2. In the opening line of the novel, the narrator, artist Elaine Risley, who returns to the city of her birth for a retrospective of her painting, observes: "Time is not a line but a dimension, like the dimensions of space . . . if you knew enough and could move faster than light you could travel backward in time and exist in two places at once." How do you interpret this statement? Why does Elaine return to Toronto and what does she hope to accomplish? Was the trip necessary? If so, why? What role does this return play in the structure of the novel?

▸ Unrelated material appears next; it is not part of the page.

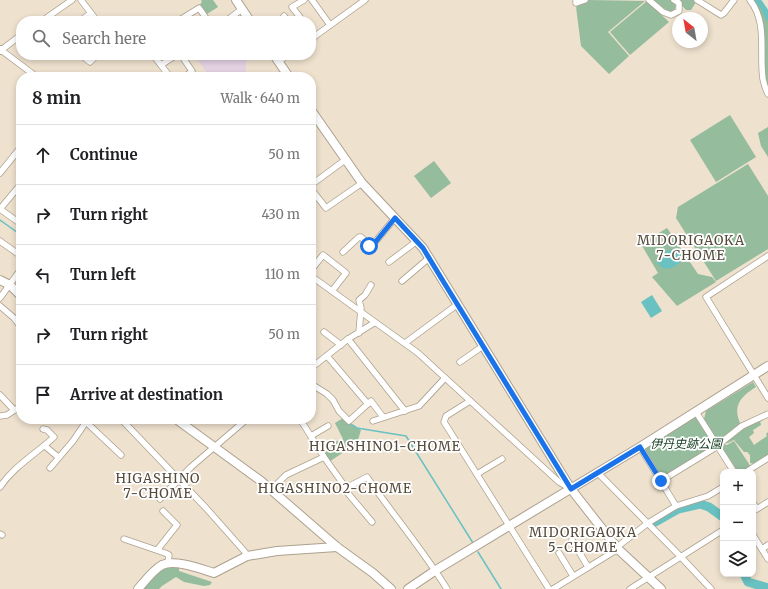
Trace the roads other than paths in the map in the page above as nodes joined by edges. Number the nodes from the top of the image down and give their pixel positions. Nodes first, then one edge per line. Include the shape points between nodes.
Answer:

3. Elaine is haunted by Cordelia, her "best friend" and the tormentor of her childhood. All predators must have a motive. What benefit did Cordelia receive out of tormenting Elaine? What weakness in Elaine made her particularly vulnerable to Cordelia? Why did she continue to play such importance in Elaine's adult life?
4. Discuss the impact of the type of parenting received by Elaine, Cordelia, and their third friend, Grace. At one point Elaine's mother tells her that she does not have to be with the girls that are tormenting her. Is her mother in any way responsible for what happened to Elaine? What role do you feel parents should play in helping resolve childhood conflicts or in protecting their children?

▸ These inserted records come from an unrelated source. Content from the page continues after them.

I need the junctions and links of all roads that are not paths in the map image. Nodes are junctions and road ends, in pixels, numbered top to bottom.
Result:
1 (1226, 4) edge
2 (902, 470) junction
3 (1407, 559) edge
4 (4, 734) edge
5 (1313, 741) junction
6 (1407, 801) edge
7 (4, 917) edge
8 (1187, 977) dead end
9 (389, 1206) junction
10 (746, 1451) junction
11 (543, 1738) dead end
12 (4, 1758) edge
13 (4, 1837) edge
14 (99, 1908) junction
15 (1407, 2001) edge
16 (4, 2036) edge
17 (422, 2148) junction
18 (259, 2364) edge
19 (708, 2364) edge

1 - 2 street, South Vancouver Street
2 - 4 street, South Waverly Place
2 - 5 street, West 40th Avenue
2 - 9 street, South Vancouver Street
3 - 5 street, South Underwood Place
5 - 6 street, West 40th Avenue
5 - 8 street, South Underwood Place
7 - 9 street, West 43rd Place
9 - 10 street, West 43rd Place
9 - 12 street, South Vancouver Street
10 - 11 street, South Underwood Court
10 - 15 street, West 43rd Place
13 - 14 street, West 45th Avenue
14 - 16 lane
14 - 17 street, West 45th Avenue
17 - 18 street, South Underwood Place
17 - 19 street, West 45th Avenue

5. Early in the novel, Elaine is warned by her first new friend, Carol, not to go down into the ravine: "There might be men there." Discuss the significance of this warning, taking into account the later incident between the girls at the ravine. What does this say about our ability to apprehend danger? In what other Atwood novels does she explore the nature of evil and its relationship to gender?
6. Why do you think Elaine became an artist? What is the significance that she did so? Do artists use life experiences in ways nonartists do not?
7. Many of Atwood's themes are first explored in her poetry. We have included two poems from The Circle Game, her award-winning first volume of poetry, published in 1966. How are some of the themes of these poems later developed in Cat's Eye? Atwood is one of the few writers who is successful as both a poet and a novelist. Can you think of others?
8. A review of Cat's Eye by Judith Thurman suggests that a connection exists between sex and childhood games. Discuss this, as well as the significance of the book's title.